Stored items
.....
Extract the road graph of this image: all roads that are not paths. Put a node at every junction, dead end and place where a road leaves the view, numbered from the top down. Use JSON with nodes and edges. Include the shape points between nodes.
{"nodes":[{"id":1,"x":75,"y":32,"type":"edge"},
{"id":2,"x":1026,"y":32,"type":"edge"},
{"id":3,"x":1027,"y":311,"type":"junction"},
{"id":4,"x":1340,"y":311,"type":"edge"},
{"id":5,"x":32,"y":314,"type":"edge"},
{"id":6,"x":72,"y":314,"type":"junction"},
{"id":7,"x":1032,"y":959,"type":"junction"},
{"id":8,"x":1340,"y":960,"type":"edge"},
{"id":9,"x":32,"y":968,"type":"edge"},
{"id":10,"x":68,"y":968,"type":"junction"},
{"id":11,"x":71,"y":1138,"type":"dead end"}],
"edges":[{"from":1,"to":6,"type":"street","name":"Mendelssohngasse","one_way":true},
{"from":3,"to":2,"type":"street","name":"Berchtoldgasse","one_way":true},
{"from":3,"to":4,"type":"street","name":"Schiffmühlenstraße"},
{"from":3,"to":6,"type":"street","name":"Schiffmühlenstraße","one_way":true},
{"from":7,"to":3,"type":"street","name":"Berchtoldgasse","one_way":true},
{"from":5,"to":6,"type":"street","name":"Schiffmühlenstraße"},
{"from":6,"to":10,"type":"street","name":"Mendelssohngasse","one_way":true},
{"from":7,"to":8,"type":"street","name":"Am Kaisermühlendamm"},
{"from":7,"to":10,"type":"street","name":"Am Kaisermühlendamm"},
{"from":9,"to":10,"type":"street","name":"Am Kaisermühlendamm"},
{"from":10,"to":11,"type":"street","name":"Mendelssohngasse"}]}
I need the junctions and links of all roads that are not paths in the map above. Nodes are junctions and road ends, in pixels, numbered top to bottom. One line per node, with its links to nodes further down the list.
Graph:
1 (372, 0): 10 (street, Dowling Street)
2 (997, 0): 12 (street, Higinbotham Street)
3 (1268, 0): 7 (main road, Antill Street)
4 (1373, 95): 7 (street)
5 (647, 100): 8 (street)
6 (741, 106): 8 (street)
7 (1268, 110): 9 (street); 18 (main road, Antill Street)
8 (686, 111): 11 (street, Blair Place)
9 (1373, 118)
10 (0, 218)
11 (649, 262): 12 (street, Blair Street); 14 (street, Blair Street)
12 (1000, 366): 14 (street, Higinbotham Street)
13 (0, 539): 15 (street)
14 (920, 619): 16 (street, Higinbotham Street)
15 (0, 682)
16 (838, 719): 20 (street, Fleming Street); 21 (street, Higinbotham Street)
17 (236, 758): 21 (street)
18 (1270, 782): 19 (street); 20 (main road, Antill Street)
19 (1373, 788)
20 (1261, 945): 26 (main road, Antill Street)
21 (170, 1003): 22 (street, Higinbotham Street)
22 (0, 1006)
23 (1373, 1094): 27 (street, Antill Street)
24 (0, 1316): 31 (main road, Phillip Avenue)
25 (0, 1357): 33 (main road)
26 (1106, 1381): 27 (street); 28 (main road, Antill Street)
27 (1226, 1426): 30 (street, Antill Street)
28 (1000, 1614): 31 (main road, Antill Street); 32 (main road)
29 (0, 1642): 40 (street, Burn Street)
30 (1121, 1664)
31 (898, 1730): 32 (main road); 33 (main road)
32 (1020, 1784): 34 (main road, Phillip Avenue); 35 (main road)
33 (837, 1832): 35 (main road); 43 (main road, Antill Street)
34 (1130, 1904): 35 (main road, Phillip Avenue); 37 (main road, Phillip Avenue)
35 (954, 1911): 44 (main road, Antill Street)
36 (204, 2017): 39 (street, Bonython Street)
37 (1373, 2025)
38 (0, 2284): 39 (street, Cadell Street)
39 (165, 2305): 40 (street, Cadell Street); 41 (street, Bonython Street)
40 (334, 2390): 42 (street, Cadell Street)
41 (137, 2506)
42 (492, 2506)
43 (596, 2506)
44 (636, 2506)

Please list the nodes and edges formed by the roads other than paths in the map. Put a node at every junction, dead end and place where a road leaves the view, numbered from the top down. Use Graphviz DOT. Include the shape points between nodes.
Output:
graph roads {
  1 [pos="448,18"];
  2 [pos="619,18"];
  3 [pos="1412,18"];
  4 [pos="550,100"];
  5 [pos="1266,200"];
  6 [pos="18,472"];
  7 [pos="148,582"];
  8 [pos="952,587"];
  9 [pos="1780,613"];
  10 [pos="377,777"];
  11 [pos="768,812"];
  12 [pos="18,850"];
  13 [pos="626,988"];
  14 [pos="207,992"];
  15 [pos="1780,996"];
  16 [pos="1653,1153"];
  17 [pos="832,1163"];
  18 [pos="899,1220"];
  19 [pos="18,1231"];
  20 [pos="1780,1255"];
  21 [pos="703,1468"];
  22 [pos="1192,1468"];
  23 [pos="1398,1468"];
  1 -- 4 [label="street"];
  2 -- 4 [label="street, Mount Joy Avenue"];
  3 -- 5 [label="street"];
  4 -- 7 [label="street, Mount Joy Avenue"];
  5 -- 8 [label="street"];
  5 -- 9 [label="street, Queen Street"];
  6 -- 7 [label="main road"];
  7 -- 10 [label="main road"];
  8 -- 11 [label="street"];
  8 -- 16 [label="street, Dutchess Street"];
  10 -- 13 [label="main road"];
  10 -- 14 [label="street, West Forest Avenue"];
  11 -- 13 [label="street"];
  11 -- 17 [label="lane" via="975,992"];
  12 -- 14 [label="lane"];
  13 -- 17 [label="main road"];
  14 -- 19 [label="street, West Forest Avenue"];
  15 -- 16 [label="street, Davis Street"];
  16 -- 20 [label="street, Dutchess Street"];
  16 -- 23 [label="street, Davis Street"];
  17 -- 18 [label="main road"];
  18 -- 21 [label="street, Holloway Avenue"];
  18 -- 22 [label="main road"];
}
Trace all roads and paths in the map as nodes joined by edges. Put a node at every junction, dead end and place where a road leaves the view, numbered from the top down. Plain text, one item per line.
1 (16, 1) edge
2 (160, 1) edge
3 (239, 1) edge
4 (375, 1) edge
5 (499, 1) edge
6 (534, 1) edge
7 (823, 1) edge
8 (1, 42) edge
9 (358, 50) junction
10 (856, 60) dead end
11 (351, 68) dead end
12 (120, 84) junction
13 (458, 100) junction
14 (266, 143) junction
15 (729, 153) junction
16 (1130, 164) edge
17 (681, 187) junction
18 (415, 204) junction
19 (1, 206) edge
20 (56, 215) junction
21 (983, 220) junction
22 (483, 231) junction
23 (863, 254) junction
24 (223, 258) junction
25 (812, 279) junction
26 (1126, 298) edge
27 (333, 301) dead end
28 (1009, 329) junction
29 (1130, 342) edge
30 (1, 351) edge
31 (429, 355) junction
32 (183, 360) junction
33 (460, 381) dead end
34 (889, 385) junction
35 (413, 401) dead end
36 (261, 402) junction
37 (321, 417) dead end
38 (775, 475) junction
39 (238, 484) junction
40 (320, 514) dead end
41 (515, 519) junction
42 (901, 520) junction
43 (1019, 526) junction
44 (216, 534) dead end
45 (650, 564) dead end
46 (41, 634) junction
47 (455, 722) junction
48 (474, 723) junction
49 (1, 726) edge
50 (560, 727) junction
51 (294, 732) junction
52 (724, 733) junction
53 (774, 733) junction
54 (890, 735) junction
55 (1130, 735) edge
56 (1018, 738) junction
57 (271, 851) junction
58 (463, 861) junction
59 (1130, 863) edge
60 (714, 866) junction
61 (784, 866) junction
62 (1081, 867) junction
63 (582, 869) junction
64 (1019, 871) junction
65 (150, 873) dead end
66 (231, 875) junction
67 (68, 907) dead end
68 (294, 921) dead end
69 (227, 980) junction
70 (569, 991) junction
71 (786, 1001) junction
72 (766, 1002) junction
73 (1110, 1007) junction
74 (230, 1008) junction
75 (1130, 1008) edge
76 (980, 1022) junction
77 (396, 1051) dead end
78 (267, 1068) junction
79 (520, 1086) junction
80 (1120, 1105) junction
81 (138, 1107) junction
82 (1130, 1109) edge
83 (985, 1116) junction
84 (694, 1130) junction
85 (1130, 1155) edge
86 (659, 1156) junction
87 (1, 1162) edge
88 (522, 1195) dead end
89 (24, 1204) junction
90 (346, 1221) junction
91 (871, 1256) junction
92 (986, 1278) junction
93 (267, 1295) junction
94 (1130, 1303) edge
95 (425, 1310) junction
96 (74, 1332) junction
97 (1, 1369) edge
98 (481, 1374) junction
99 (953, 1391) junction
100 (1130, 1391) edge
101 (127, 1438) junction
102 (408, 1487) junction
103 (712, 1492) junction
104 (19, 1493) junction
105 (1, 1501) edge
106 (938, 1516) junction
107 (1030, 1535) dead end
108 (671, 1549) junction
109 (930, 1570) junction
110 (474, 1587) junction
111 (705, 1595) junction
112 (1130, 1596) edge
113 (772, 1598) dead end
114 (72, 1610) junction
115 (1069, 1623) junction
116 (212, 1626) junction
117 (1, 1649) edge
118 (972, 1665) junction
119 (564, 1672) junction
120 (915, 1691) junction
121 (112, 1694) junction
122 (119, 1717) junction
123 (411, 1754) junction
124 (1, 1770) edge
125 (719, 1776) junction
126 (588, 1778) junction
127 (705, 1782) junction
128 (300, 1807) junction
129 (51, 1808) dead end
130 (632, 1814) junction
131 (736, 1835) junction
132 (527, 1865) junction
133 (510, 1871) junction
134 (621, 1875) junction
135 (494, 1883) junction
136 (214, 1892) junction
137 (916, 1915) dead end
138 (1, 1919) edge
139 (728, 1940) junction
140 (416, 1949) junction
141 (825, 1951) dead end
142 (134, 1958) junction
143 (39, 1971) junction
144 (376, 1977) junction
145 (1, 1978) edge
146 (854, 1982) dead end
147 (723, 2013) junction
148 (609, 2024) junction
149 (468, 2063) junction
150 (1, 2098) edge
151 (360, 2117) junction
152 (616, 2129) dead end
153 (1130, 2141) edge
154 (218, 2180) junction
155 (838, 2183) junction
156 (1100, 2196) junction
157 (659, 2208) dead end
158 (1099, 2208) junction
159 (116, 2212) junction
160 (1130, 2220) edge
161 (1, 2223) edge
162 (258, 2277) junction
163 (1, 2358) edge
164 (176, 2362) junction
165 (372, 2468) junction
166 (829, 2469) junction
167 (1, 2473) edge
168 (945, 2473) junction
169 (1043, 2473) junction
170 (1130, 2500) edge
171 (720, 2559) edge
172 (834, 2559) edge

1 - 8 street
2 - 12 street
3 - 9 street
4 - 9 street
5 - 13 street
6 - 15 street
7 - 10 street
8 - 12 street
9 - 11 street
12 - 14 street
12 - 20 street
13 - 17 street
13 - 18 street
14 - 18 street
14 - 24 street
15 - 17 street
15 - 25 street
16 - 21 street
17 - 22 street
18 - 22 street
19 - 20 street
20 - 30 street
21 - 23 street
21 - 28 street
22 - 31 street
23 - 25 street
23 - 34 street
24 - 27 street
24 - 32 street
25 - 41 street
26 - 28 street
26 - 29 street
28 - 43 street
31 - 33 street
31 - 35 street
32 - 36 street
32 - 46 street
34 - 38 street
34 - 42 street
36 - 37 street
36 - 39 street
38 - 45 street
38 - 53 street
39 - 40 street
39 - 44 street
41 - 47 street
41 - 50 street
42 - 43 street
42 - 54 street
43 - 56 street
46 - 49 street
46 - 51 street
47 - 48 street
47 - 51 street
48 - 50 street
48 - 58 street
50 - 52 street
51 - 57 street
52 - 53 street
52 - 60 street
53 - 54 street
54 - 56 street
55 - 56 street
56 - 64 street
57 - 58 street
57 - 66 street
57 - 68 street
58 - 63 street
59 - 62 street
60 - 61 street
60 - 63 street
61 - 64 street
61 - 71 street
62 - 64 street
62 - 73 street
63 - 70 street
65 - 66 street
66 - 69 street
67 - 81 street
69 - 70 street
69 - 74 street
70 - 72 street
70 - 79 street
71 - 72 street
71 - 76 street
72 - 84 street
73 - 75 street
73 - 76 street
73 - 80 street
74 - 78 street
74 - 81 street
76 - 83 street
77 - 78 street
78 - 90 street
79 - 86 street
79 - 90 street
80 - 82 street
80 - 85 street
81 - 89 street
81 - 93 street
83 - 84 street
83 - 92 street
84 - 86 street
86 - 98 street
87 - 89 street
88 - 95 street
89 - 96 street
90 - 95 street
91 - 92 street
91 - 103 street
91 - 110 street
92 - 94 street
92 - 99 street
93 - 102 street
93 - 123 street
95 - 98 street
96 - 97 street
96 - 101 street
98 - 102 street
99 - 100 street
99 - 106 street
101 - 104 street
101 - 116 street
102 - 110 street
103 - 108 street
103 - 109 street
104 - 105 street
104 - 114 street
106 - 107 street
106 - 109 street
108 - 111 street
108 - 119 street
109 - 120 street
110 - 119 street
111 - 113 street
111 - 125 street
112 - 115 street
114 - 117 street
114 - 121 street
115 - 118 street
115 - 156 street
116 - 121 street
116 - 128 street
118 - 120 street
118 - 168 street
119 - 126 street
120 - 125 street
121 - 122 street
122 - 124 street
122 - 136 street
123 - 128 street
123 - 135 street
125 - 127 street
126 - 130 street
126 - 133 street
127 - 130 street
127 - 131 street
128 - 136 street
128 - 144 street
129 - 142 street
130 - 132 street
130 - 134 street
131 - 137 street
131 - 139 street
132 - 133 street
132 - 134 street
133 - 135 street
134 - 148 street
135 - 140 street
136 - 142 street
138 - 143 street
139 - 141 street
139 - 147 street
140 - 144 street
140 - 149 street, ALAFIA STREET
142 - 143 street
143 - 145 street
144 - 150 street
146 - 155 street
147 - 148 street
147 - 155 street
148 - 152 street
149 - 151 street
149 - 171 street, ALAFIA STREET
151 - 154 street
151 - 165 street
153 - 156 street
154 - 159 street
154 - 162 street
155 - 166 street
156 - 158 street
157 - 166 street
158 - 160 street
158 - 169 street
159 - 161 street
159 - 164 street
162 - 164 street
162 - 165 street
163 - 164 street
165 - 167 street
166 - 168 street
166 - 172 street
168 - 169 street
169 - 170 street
.....
> _Your objective_:
Read through the entries, then copy every line where the string "Higinbotham" is found.

> _Task response_:
2 (997, 0): 12 (street, Higinbotham Street)
12 (1000, 366): 14 (street, Higinbotham Street)
14 (920, 619): 16 (street, Higinbotham Street)
16 (838, 719): 20 (street, Fleming Street); 21 (street, Higinbotham Street)
21 (170, 1003): 22 (street, Higinbotham Street)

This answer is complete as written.